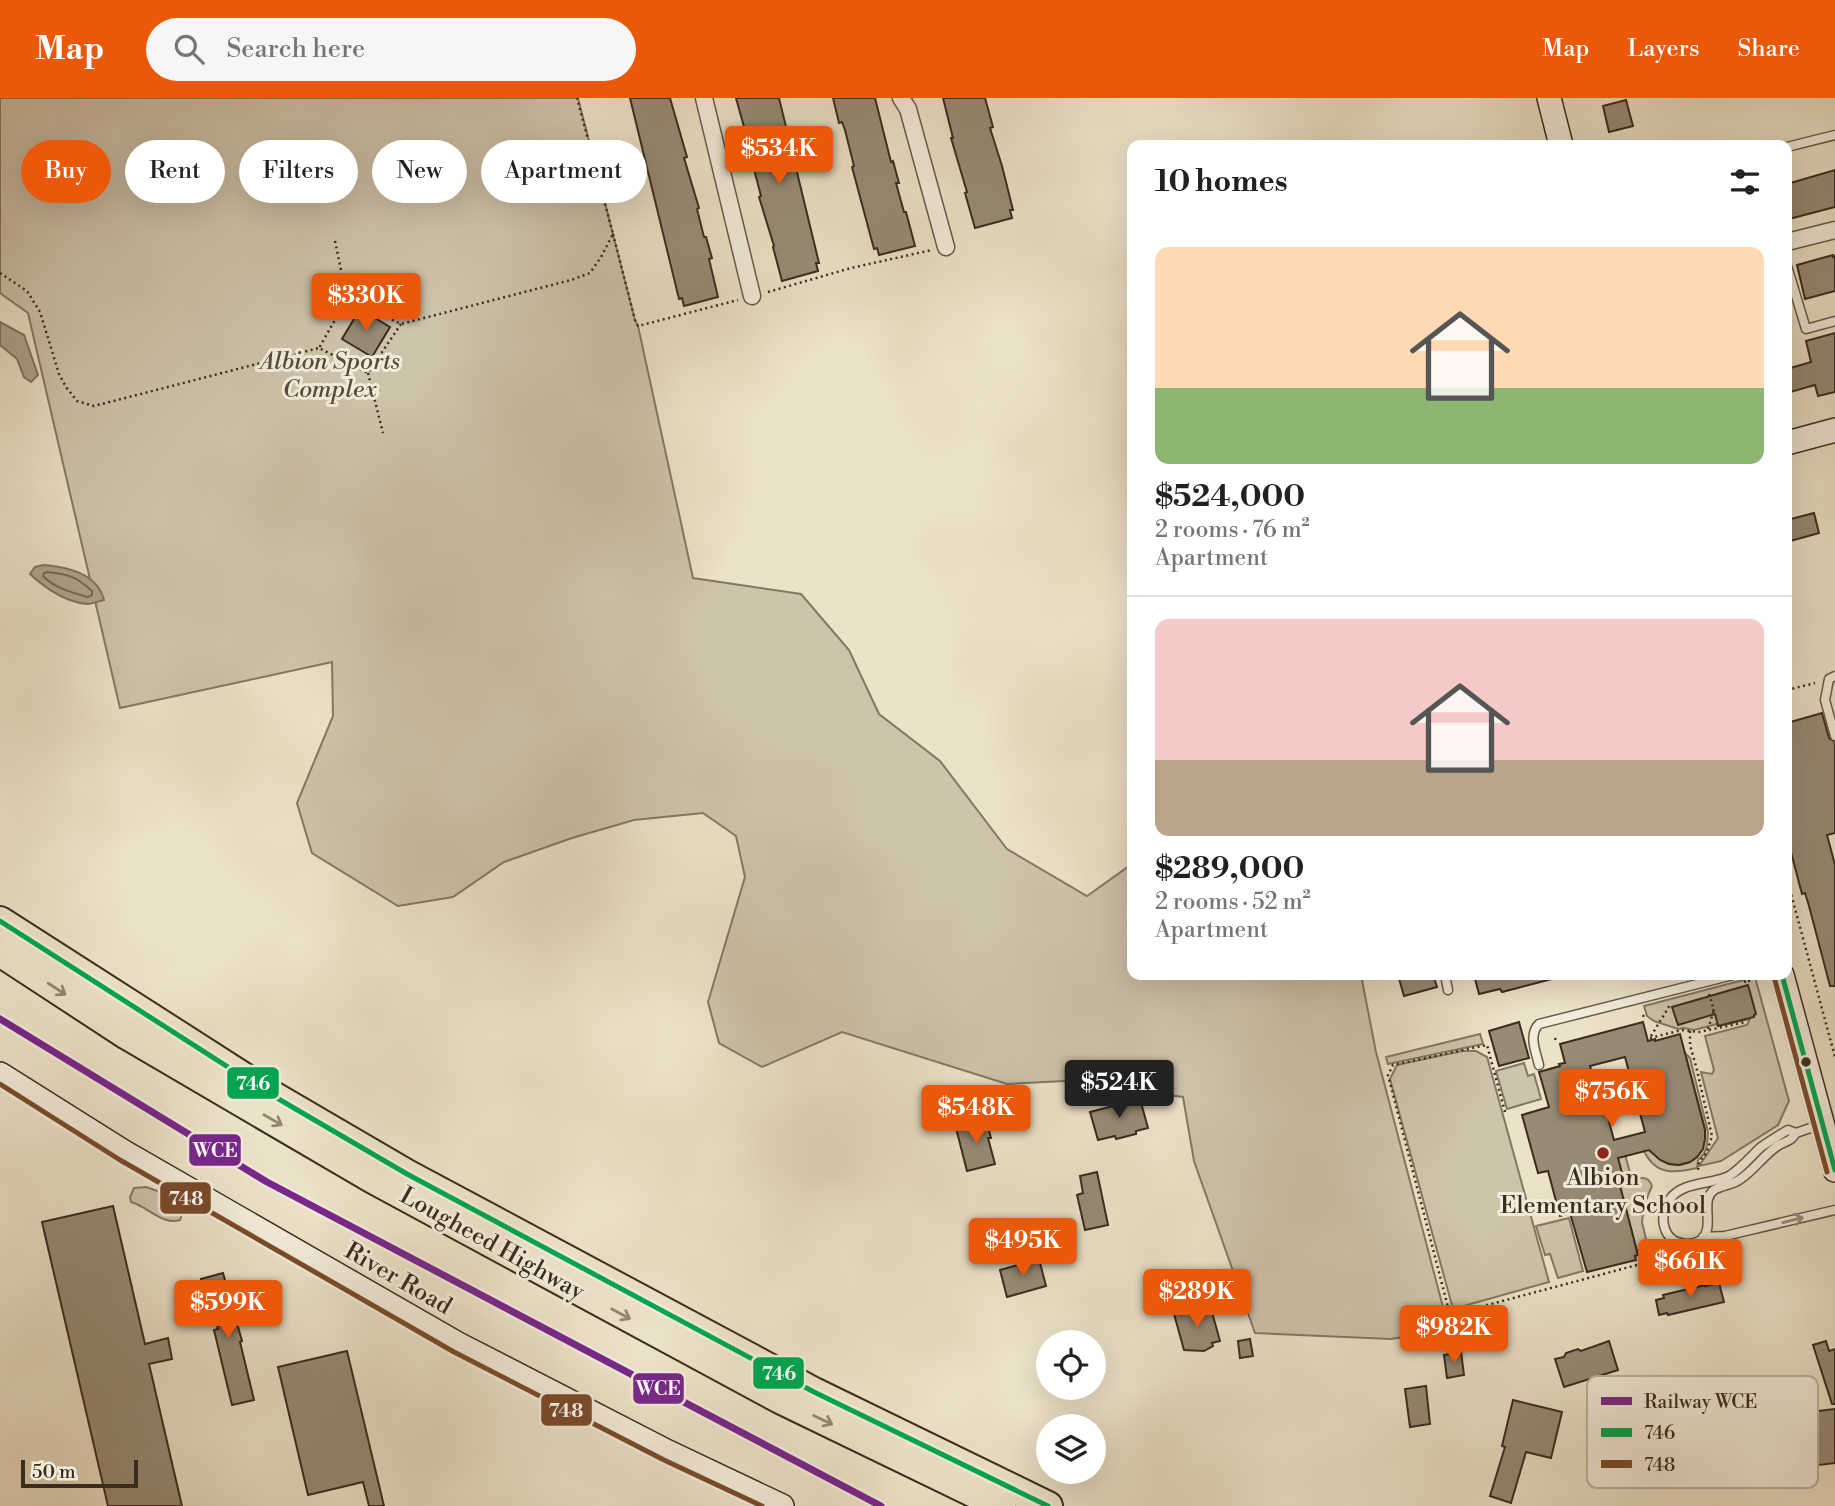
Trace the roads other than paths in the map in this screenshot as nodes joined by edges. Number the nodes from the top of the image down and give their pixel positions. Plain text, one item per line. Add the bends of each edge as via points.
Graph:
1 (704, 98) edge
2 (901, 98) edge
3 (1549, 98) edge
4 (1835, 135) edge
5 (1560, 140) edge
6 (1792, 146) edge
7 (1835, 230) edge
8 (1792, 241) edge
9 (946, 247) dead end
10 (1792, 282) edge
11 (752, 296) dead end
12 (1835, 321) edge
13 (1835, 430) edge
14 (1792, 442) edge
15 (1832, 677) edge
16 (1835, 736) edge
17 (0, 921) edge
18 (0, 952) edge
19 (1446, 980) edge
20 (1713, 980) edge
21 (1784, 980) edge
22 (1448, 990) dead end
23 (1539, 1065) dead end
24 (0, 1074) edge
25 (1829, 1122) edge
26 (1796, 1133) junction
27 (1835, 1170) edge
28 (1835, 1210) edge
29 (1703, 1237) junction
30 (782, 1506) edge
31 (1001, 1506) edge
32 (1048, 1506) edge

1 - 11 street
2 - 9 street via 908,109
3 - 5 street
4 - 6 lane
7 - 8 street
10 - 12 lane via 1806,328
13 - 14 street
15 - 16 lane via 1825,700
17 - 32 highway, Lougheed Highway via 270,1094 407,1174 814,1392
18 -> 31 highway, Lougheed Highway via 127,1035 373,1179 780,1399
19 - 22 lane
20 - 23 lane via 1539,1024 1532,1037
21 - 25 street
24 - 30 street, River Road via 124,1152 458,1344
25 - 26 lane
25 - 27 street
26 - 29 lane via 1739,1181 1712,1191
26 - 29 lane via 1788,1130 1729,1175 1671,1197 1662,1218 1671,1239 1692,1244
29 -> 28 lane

==

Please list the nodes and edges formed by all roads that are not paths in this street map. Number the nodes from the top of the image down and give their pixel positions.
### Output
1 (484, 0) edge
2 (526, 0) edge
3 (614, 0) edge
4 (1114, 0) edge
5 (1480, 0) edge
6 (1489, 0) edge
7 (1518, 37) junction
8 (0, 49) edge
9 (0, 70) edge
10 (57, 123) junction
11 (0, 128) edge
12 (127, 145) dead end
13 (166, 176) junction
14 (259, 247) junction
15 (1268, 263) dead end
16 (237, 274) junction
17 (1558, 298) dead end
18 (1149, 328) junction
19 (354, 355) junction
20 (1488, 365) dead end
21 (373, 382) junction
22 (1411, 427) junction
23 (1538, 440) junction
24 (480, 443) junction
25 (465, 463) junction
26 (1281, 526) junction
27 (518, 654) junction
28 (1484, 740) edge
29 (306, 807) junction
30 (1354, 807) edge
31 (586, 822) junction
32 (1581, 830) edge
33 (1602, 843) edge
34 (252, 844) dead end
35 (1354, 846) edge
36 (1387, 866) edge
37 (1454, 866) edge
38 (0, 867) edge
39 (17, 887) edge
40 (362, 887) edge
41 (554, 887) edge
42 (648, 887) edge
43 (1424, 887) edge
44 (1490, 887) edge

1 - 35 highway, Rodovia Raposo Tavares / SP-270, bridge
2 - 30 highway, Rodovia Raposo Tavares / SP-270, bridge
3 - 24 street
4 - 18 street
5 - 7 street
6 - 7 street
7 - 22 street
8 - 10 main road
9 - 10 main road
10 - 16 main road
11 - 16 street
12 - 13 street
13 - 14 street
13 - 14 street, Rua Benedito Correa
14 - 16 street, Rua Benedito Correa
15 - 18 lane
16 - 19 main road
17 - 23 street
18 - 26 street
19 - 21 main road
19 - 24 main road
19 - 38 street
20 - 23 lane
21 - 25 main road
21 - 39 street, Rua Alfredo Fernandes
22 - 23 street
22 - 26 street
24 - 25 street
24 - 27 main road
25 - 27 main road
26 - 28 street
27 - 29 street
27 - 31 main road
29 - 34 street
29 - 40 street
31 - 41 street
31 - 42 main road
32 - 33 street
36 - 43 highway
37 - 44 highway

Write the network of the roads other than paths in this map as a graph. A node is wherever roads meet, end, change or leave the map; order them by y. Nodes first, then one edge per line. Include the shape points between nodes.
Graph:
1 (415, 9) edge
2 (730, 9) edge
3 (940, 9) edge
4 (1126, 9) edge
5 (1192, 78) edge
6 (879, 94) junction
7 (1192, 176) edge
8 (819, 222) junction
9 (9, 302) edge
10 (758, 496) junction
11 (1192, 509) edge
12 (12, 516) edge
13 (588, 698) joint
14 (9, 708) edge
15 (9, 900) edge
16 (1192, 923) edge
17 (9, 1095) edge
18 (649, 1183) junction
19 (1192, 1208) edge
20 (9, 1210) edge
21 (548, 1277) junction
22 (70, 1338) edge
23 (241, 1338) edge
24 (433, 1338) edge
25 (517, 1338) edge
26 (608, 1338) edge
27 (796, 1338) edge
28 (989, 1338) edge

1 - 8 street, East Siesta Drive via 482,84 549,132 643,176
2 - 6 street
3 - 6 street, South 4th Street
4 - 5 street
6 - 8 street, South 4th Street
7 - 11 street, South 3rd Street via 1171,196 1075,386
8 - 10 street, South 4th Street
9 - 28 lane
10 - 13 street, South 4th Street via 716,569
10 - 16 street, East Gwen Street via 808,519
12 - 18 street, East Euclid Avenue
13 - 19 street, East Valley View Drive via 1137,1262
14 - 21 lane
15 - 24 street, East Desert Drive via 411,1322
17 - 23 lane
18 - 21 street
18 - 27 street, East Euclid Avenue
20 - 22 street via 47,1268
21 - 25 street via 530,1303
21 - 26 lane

...

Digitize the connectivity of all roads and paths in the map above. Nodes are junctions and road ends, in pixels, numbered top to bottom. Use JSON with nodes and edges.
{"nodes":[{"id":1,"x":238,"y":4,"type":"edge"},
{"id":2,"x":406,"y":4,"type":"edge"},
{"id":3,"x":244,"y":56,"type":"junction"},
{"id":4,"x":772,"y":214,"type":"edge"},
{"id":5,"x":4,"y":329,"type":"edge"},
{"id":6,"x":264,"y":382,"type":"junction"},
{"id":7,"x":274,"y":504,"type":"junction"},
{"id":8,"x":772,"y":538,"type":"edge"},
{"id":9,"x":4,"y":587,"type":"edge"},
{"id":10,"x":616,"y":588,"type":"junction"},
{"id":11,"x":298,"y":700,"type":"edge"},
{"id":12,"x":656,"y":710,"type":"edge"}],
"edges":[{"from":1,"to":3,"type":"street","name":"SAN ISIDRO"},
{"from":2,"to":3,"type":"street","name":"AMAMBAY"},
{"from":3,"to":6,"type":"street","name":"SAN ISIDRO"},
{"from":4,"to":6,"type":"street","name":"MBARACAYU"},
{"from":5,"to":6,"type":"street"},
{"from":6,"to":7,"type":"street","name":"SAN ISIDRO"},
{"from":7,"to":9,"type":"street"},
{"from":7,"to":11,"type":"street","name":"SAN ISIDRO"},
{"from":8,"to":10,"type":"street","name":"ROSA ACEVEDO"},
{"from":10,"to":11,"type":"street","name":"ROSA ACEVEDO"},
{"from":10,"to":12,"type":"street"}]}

**DIRECTIONS FOR THIS TASK**.
Wherever the string "image" is found in the entries, copy the line it sits in.

**TASK RESPONSE**.
Trace the roads other than paths in the map in this screenshot as nodes joined by edges. Number the nodes from the top of the image down and give their pixel positions. Plain text, one item per line. Add the bends of each edge as via points.
Please list the nodes and edges formed by all roads that are not paths in this street map. Number the nodes from the top of the image down and give their pixel positions.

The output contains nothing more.